• Problem to work on: Return each record word for word and omit the pictures.

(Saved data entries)
# # # # # # #

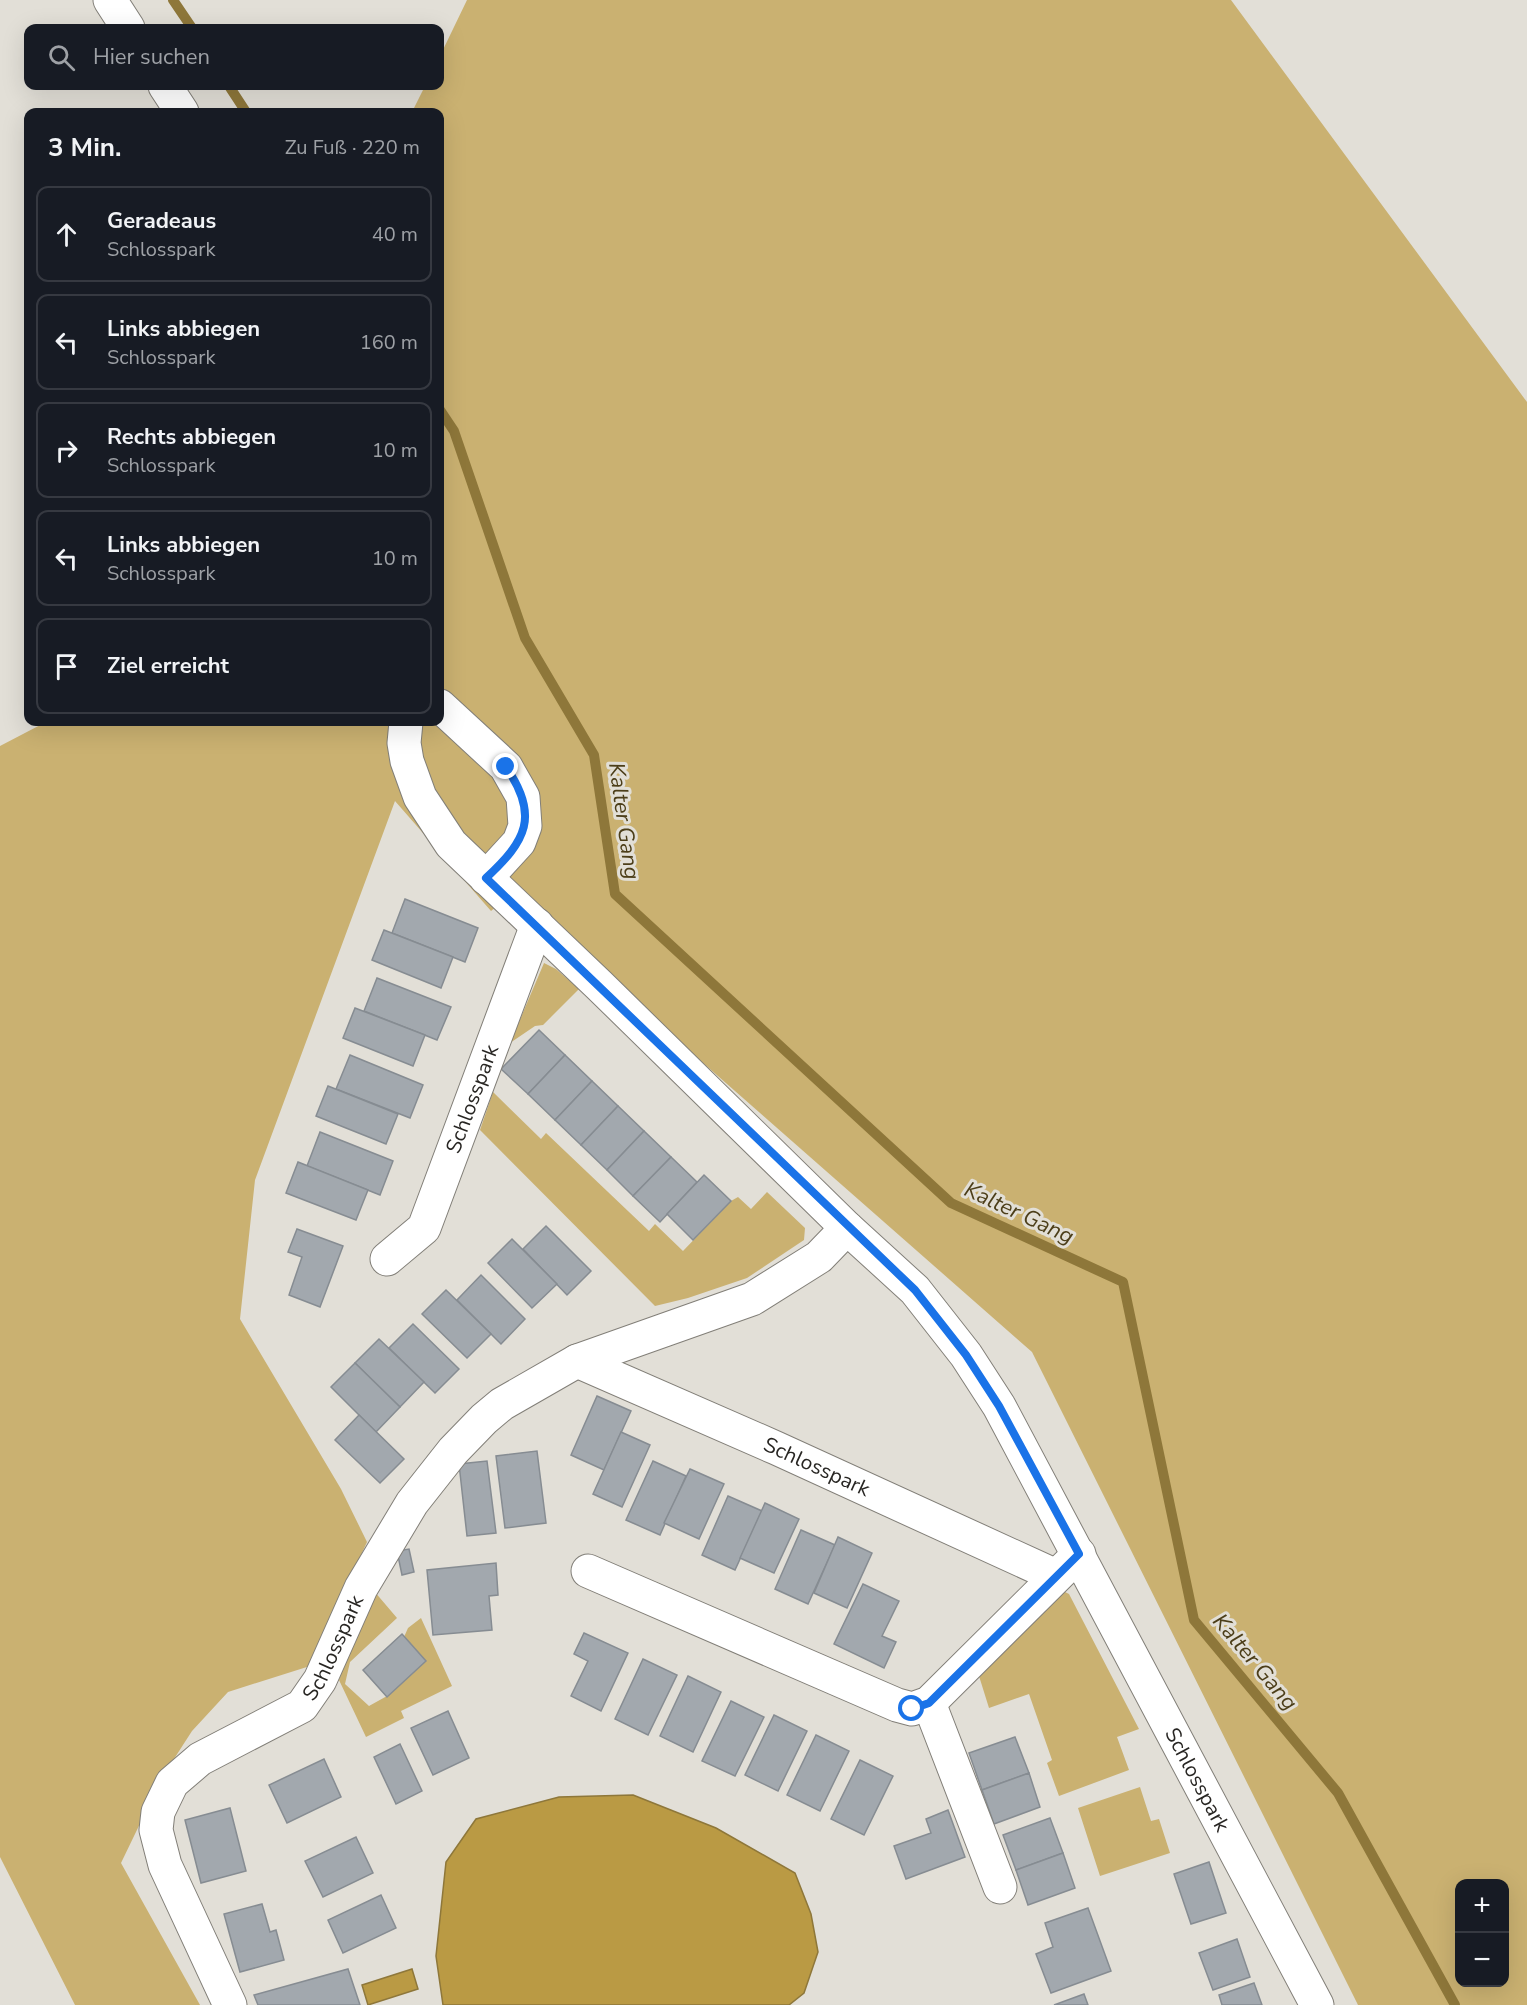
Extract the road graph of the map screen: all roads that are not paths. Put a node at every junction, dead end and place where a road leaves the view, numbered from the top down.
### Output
1 (110, 0) edge
2 (125, 24) edge
3 (168, 90) edge
4 (179, 108) edge
5 (444, 710) edge
6 (406, 726) edge
7 (486, 878) junction
8 (537, 925) junction
9 (847, 1228) junction
10 (387, 1259) dead end
11 (577, 1361) junction
12 (1079, 1554) junction
13 (588, 1570) dead end
14 (1056, 1576) junction
15 (929, 1703) junction
16 (1000, 1887) dead end
17 (230, 2005) edge
18 (1317, 2005) edge

1 - 2 street
3 - 4 street
5 - 7 street
6 - 7 street, Schlosspark
7 - 8 street, Schlosspark
8 - 9 street, Schlosspark
8 - 10 street, Schlosspark
9 - 11 street, Schlosspark
9 - 12 street, Schlosspark
11 - 14 street, Schlosspark
11 - 17 street, Schlosspark
12 - 14 street
12 - 18 street, Schlosspark
13 - 15 street
14 - 15 street
15 - 16 street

# # # # # # #

• Output:
Extract the road graph of the map screen: all roads that are not paths. Put a node at every junction, dead end and place where a road leaves the view, numbered from the top down.
### Output
1 (110, 0) edge
2 (125, 24) edge
3 (168, 90) edge
4 (179, 108) edge
5 (444, 710) edge
6 (406, 726) edge
7 (486, 878) junction
8 (537, 925) junction
9 (847, 1228) junction
10 (387, 1259) dead end
11 (577, 1361) junction
12 (1079, 1554) junction
13 (588, 1570) dead end
14 (1056, 1576) junction
15 (929, 1703) junction
16 (1000, 1887) dead end
17 (230, 2005) edge
18 (1317, 2005) edge

1 - 2 street
3 - 4 street
5 - 7 street
6 - 7 street, Schlosspark
7 - 8 street, Schlosspark
8 - 9 street, Schlosspark
8 - 10 street, Schlosspark
9 - 11 street, Schlosspark
9 - 12 street, Schlosspark
11 - 14 street, Schlosspark
11 - 17 street, Schlosspark
12 - 14 street
12 - 18 street, Schlosspark
13 - 15 street
14 - 15 street
15 - 16 street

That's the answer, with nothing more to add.